ざっと見渡して50畳はあるだろう部屋には、数々の高価そうな家具が配置されていた。

「さすがに慣れたが…起き抜けにこの部屋は心臓に悪いぞ……」

根っからの貧乏性男横島。この部屋を割り当てられた日は大喜びしたものの、2日目にして早速居心地の悪さを覚えていたりする。
とはいえ既に一ヶ月以上もここが自室であるので、落ち着かない割りに愛着も沸いて来ていた。
ま、それはどうでも良い話……

「今、何時よ?え…と…………6時半?こりゃあまた…」

随分と早起きしてしまったなぁと横島は苦笑する。
この屋敷に来てから、随分と規則正しい生活が板についてきた。
まずは朝の起床の時間…
1人暮らしの頃は誰が起こしに来るわけでもない………たまにはおキヌ、シロが来てたが……ある意味時間が自由だった事もあり、たいがいは遅くまで眠っていたものである。

―― コンコン ――

「はい、どうぞ。
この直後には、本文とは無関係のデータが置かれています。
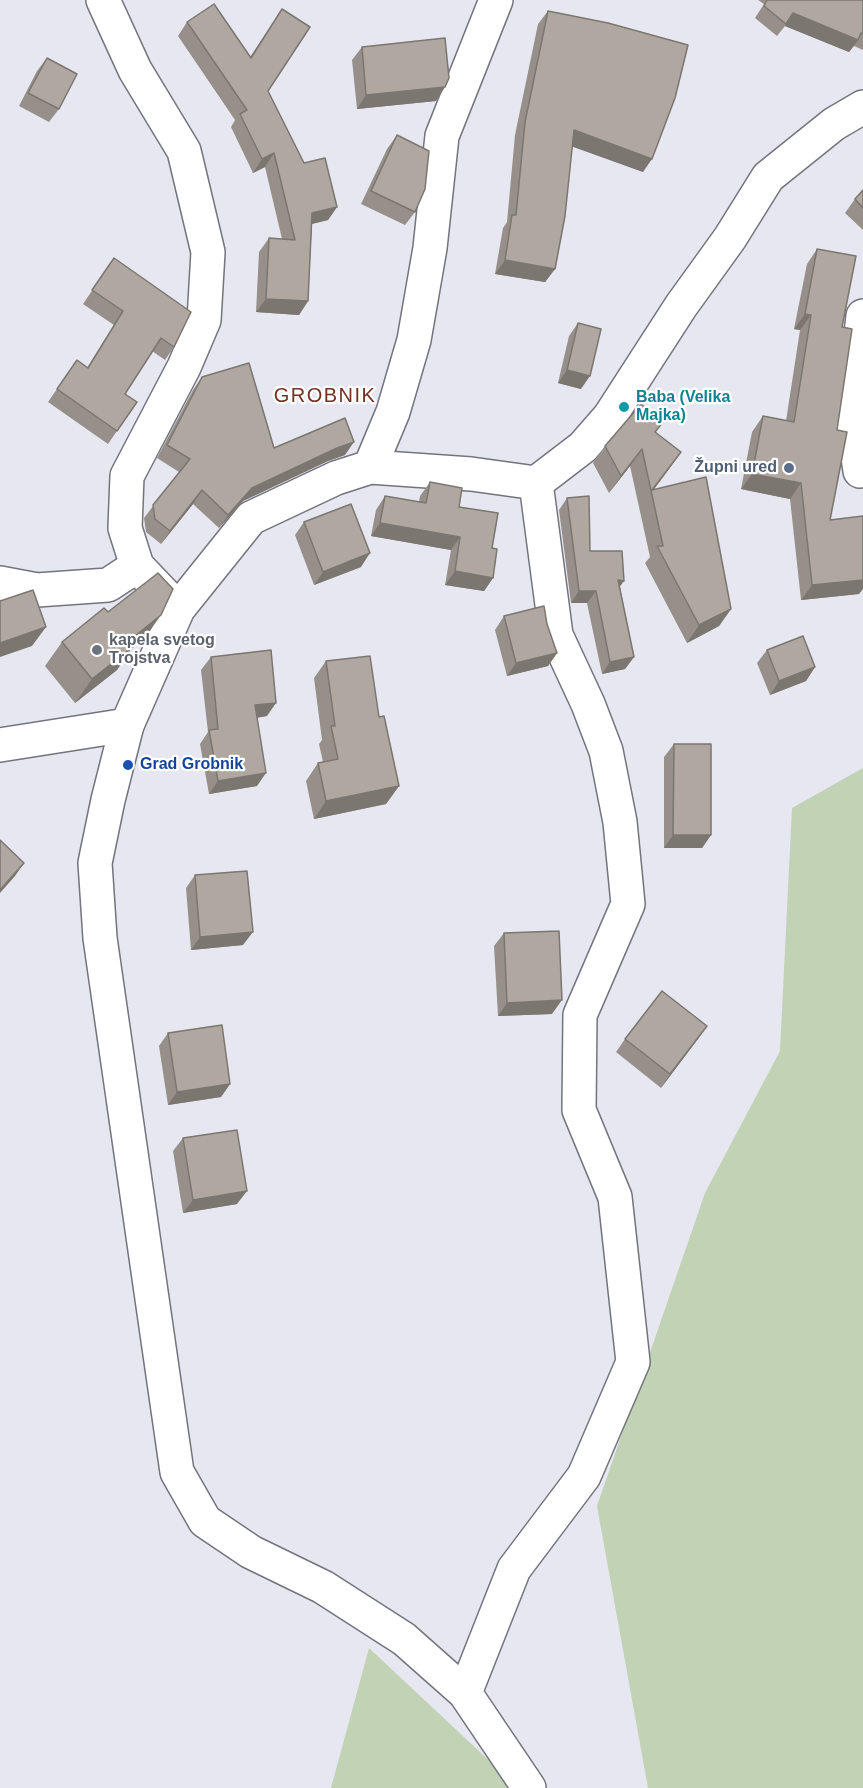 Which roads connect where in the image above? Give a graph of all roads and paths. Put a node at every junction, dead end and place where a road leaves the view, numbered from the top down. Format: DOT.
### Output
graph roads {
  1 [pos="103,0"];
  2 [pos="496,0"];
  3 [pos="863,106"];
  4 [pos="863,316"];
  5 [pos="370,467"];
  6 [pos="860,471"];
  7 [pos="536,483"];
  8 [pos="136,566"];
  9 [pos="0,583"];
  10 [pos="178,609"];
  11 [pos="127,725"];
  12 [pos="0,745"];
  13 [pos="465,1694"];
  14 [pos="529,1788"];
  1 -- 8 [label="street"];
  2 -- 5 [label="street"];
  3 -- 7 [label="street"];
  4 -- 6 [label="street"];
  5 -- 7 [label="street"];
  5 -- 10 [label="street"];
  7 -- 13 [label="street"];
  8 -- 9 [label="street"];
  8 -- 10 [label="street"];
  10 -- 11 [label="street"];
  11 -- 12 [label="street"];
  11 -- 13 [label="street"];
  13 -- 14 [label="street"];
} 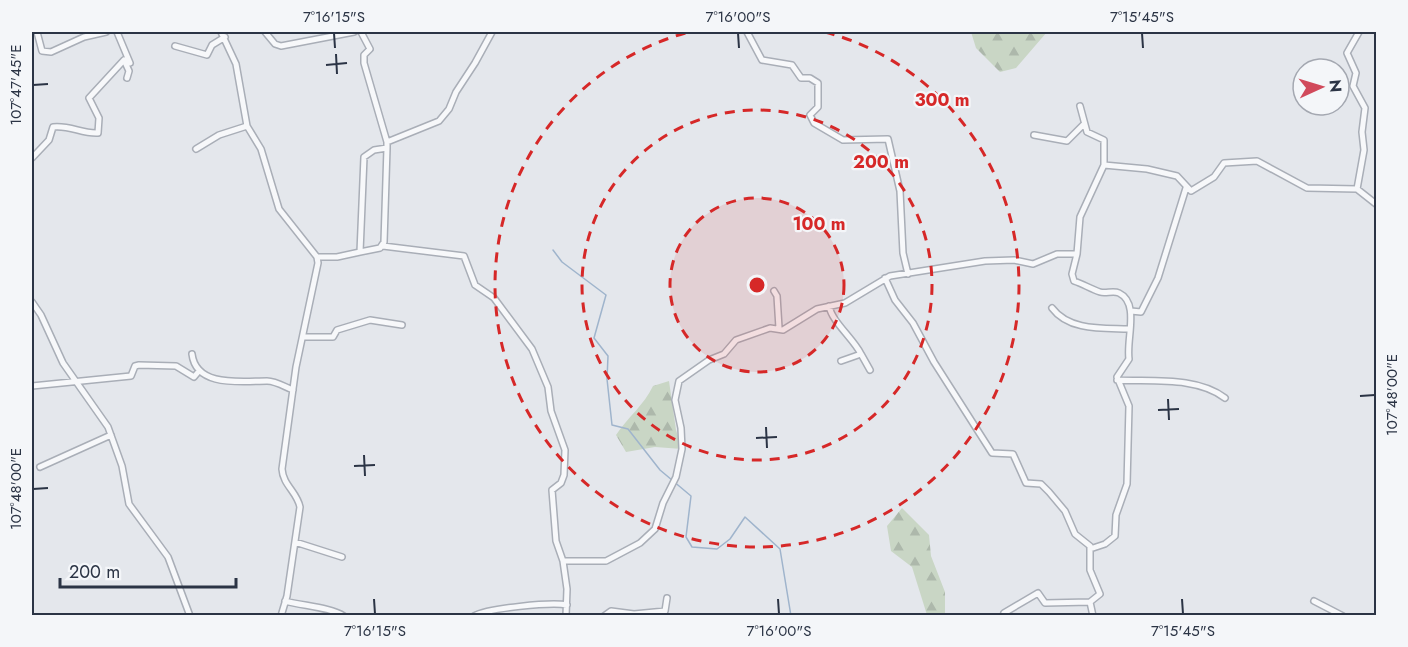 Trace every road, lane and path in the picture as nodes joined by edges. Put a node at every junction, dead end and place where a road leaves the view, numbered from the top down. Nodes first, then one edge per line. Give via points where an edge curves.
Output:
1 (38, 32) edge
2 (106, 32) edge
3 (117, 32) edge
4 (265, 32) edge
5 (354, 32) edge
6 (361, 32) edge
7 (492, 32) edge
8 (747, 32) edge
9 (1359, 32) edge
10 (225, 34) edge
11 (175, 46) dead end
12 (1080, 106) dead end
13 (1084, 124) junction
14 (247, 126) junction
15 (1034, 135) dead end
16 (387, 145) junction
17 (196, 149) dead end
18 (32, 158) edge
19 (1104, 165) junction
20 (1186, 188) junction
21 (1357, 189) junction
22 (1377, 204) edge
23 (383, 246) junction
24 (360, 252) junction
25 (1077, 254) junction
26 (317, 257) junction
27 (908, 274) junction
28 (885, 278) junction
29 (774, 291) dead end
30 (32, 302) edge
31 (829, 306) junction
32 (1052, 308) dead end
33 (1131, 311) junction
34 (402, 325) dead end
35 (778, 328) junction
36 (1128, 329) junction
37 (303, 336) junction
38 (192, 354) dead end
39 (861, 354) junction
40 (841, 361) dead end
41 (870, 370) dead end
42 (199, 371) junction
43 (1117, 380) junction
44 (79, 383) junction
45 (32, 386) edge
46 (293, 390) junction
47 (1225, 398) dead end
48 (111, 435) junction
49 (40, 467) dead end
50 (295, 542) junction
51 (1090, 549) junction
52 (342, 557) dead end
53 (562, 561) junction
54 (667, 598) dead end
55 (285, 601) junction
56 (1314, 601) dead end
57 (1090, 602) junction
58 (567, 605) junction
59 (1004, 614) dead end
60 (189, 615) edge
61 (281, 615) edge
62 (344, 615) edge
63 (474, 615) edge
64 (566, 615) edge
65 (604, 615) edge
66 (1094, 615) edge
67 (1343, 615) edge

1 - 2 street via 42,51 51,52
3 - 18 street via 132,69 128,76 124,60 89,98 99,119 97,134 70,126 53,127 49,140
4 - 5 street via 274,44 281,46
6 - 16 street via 370,49 364,55 364,63
7 - 16 street via 439,121
8 - 27 street via 762,60 792,65 801,78 818,82 818,107 810,115 814,123 845,141 888,139 900,191
9 - 21 street via 1347,53 1356,73 1353,86 1365,105 1364,152
10 - 11 street via 207,55
10 - 14 street via 236,64
12 - 13 street
13 - 15 street via 1067,141
13 - 19 street via 1087,132 1104,140
14 - 17 street via 219,135
14 - 26 street via 261,149 279,209
16 - 23 street
16 - 24 street via 363,159
19 - 20 street via 1177,176
19 - 25 street via 1080,218
20 - 21 street via 1199,188 1224,163 1257,160 1312,189
20 - 33 street via 1155,286 1141,312
21 - 22 street
23 - 24 street
23 - 53 street via 464,256 475,285 494,298 532,349 548,387 551,411 564,447 564,475 552,490 553,521
24 - 26 street
25 - 27 street via 1057,254 1034,264 985,261
25 - 33 street via 1074,281 1102,292 1119,293 1130,302
26 - 37 street
27 - 28 street
28 - 31 street via 844,303
28 - 51 street via 992,453 1013,454 1026,483 1041,484 1049,492 1065,511 1075,534
29 - 35 street
30 - 44 street via 63,363
31 - 35 street via 783,330
31 - 39 street
32 - 36 street via 1057,315 1090,328
33 - 36 street
34 - 37 street via 370,320 337,330 333,337
35 - 53 street via 736,340 724,354 679,381 675,400 682,449 676,477 652,532 606,561
36 - 43 street via 1129,359 1118,372
37 - 46 street
38 - 42 street
39 - 40 street
39 - 41 street
42 - 44 street via 194,377 176,366 139,365 131,376
42 - 46 street via 217,380 269,381
43 - 47 street via 1186,384
43 - 51 street via 1129,406 1126,490 1116,515 1115,536
44 - 45 street
44 - 48 street
46 - 50 street via 282,474 298,500
48 - 49 street
48 - 60 street via 129,504 168,558
50 - 52 street
50 - 55 street
51 - 57 street via 1090,570 1100,594
53 - 58 street
54 - 65 street via 665,611 611,611
55 - 61 street
55 - 62 street via 332,609
56 - 67 street
57 - 59 street via 1045,603 1038,593
57 - 66 street
58 - 63 street via 548,603
58 - 64 street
」
「失礼します。」

だが今はそう言う訳にも行かない。

「おはようございます、横島さん。」
「おはようございます、フミさん。」

ここは大邸宅六道家。当然だが数多くの使用人が働いており、毎朝毎朝横島はその人たちに起こされていた。

「どうですか…良くおやすみになれましたか?」
「もーバッチリっす!いやそれにして……」

横島は、一般人では残像すら追えない程の速度で布団から飛び出すと、今この部屋に入ってきた六道家の使用人、フミさんの両手をグイッと取って胸の前に持ってくる。

「今朝も朝起きて一番最初に会えたのがフミさんで、ぼかぁ本当に幸せです。」
「は……はぁ…」

横島の瞳は不自然なほどキラキラと輝いていた。

「貴女は本当に可憐だ。どうでしょう?朝はまだ早い……このまま2人でもう一度眠りませんか?あっ?!なんと、こんな所に丁度良い具合にベッドがありますよ!これはもう決まりですね?さあ、今寝ましょう。直ぐ寝ましょう。2人でっ!2人でーーーぇっ!!!」
「い、いけません横島さんっ!?」

ここは寝室なので、ベッド(布団)があって当たり前です。
横島はフミさんの手を引き、ベッドに引き込もうとするが、フミさんはなんとか引き倒されないように全力で抵抗していた。

「良いではないか〜♪良いではないか〜〜〜♪」
「駄目!駄目です!!そんなことしたら私…奥様とお嬢様に怒られてしまいます〜〜〜っ!!」

悪代官と町娘のようなやり取りをする横島とフミさん。
だが、横島はそこでフミの口にしたことが気に掛かる。

「え?なんでフミさんが怒られんの?怒られるのって俺じゃねーの?」
「だ、だって奥様は横島さんをお嬢……はっ!?い、いえっ!!な、なんでもないですっ!なんでもないですからっ!!」

ポロッと失言をしてしまいそうになったフミさんは、両手を目の前で思いっきり振り、必死で誤魔化そうとした。

「そ、そうでした!その奥様が横島さんの事を呼んでるんです!い、今すぐ応接室まで来て欲しいそうですっ!」
「え?理事長が?こんな朝早くに?いったい何の用?」

横島の思考は一気にそちら側に流れた。同時に先程までの疑問は綺麗サッパリと頭から無くなってしまう。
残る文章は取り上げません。